Patrick, Runs the US MedTech team, Morgan Stanley: You do a lot of these meetings. You do a lot of catch-ups and things like that. You get a lot of questions. Are there any things that you are surprised you don’t get asked or that the market’s so fixated on that compared to what you’re focused on internally, you know what I mean? That it just doesn’t fit.

Quentin, CEO, iRhythm: Yeah. No, I think for the most part, our folks understand the story pretty well. The thing that we don’t get asked a lot that I suspect we’ll start to get asked more, but we’re certainly spending a lot of time internally on this, is just building out the platform. I think we have a real right to win in sleep. I think we will absolutely get to the point where we can diagnose sleep disease off of the chest. As we push hard into primary care, one of the big ideas that I have around that is that if we can get to primary care and if we can make it as easy to find arrhythmias as we have, but transfer that over into other disease states like sleep disease, I think we have a right to win there. I think that we will win there.

We’re pushing full steam ahead internally on developing that capability, ultimately submitting something to the FDA here in the future that will give us the ability to diagnose sleep off of the same patch. Potentially, you end up looking at a scenario where all of a sudden your average revenue per patch goes from $300 today to $500 in the future. I love what that does in the margin profile of the business. I wish we talked more about that probably. I understand why we don’t. There’s a lot in the core business that we had to solve over the last 18 to 24 months. I feel great about where we’re at with the FDA at this point. I feel great that they know where we’re taking the product profile and into the future. I suspect we’ll probably start talking more about that into the future.

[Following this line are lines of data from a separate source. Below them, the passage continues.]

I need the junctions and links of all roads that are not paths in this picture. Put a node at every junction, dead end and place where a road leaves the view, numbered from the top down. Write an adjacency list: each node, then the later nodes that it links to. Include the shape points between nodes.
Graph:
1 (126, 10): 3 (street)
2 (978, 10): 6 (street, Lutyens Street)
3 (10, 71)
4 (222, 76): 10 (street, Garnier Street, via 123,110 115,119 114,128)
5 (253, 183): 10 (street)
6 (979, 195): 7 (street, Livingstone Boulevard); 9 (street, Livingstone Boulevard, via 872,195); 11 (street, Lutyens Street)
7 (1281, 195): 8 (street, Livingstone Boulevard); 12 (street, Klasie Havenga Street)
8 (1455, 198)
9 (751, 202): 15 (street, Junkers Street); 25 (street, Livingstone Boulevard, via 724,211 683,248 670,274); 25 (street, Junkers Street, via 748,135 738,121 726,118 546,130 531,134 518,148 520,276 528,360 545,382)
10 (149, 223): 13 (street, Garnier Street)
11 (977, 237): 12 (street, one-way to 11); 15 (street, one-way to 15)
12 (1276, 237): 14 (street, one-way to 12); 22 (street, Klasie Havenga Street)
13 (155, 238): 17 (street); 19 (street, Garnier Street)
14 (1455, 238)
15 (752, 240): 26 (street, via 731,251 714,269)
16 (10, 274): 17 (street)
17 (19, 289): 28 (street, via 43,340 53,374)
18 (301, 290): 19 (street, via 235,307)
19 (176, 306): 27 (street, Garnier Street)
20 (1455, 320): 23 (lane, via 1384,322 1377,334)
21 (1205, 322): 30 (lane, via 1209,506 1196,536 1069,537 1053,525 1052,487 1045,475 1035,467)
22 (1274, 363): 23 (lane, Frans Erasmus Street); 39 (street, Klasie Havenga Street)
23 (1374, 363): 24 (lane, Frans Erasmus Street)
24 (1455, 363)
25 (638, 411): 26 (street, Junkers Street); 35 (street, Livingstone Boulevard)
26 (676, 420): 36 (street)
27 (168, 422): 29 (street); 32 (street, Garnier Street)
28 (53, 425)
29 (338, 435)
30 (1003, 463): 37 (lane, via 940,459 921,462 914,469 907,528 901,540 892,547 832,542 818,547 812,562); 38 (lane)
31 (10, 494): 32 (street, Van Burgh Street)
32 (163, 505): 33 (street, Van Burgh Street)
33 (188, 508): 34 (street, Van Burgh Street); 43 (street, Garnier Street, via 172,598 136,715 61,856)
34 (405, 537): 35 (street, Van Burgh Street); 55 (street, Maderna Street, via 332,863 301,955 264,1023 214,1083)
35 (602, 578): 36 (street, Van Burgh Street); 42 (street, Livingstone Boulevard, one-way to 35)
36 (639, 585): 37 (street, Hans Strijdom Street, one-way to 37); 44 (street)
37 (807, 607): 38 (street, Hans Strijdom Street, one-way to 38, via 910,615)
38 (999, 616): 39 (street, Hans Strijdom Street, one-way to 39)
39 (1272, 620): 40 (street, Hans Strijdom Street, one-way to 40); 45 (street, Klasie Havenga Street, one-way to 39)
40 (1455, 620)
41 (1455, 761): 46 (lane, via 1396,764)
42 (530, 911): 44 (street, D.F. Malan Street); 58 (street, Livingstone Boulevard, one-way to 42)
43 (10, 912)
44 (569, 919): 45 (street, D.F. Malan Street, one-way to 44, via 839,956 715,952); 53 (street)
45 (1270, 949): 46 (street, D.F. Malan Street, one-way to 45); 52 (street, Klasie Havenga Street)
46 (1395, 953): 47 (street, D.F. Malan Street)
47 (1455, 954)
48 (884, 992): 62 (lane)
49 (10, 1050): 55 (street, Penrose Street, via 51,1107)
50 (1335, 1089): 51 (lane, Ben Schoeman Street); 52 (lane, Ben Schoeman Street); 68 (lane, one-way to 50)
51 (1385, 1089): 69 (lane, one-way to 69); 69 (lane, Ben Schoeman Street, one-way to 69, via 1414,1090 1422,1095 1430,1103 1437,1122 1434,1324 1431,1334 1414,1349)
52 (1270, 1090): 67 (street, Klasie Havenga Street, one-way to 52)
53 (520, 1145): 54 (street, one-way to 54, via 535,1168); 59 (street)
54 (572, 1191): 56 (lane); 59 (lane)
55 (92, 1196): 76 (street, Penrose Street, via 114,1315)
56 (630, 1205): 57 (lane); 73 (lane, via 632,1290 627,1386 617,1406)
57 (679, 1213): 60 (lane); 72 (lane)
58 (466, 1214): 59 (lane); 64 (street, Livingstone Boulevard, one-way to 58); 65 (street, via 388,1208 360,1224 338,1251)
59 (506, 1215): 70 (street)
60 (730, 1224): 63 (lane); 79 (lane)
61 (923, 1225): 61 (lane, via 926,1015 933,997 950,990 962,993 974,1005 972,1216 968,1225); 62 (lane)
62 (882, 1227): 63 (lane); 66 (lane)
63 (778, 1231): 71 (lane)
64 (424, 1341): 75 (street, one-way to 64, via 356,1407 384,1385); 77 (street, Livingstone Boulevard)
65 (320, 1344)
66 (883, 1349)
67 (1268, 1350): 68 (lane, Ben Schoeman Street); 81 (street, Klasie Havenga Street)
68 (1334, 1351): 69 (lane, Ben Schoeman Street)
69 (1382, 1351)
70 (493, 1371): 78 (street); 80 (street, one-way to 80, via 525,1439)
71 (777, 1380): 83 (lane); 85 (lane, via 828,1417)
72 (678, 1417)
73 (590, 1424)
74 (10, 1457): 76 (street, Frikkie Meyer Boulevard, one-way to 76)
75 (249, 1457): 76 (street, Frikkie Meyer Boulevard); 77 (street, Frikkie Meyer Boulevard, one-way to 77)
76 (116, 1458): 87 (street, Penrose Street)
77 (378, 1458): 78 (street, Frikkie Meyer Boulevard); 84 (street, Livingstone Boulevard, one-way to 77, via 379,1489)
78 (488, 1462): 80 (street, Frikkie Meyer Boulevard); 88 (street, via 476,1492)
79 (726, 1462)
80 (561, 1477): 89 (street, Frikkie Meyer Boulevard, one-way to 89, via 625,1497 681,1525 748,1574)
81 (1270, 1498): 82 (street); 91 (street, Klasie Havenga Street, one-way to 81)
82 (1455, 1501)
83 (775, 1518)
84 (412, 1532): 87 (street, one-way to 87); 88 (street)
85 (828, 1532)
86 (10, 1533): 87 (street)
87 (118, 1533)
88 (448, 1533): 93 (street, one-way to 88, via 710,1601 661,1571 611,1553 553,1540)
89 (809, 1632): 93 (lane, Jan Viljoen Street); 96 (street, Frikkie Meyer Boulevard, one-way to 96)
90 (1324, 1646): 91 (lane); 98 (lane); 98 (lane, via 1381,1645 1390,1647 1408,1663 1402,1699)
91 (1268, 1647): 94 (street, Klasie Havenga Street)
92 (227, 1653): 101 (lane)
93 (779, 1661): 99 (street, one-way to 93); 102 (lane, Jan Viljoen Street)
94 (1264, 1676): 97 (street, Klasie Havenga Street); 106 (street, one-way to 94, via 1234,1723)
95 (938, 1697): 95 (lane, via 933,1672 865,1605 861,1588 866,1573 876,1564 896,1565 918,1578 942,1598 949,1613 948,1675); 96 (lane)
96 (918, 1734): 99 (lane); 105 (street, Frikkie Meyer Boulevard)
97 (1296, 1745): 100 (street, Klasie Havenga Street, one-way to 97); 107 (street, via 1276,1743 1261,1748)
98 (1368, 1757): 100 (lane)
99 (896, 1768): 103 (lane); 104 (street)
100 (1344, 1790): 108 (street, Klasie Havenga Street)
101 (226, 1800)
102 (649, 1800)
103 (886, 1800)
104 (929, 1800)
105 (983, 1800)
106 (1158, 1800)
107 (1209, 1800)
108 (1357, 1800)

I think it’s just a tremendous opportunity for us.

Patrick, Runs the US MedTech team, Morgan Stanley: Is there a partnership doable with one of the U.S. players?

Quentin, CEO, iRhythm: Yeah, I think, look, I don’t have any interest in offering up a therapeutic in this space. I have all the interest in the world of sort of leveraging the relationships they might have to help us diagnose earlier and then hand them over to those folks, right? I think there’s great opportunity there. I think those are discussions, you know, they’re active, right? We have them. I think we’re not quite ready yet. We don’t have a diagnostic tool just yet. When we do, I think some of those things can move at a faster pace. I think it makes all the sense in the world that if we’re going to go find this disease, we need to make sure the patients and these systems that we’re finding it with, again, a system that’s not super interested in just diagnosing more and not knowing what to do with it.

If we can couple that with a therapeutic offering or a journey for that patient to get the care they need, I think now you’re starting to offer something really valuable to these folks. I think there’s a pathway there at some point.

Patrick, Runs the US MedTech team, Morgan Stanley: Love it. Quentin, thank you so much.

Quentin, CEO, iRhythm: Yeah, thanks for having us.

Patrick, Runs the US MedTech team, Morgan Stanley: Thanks, guys.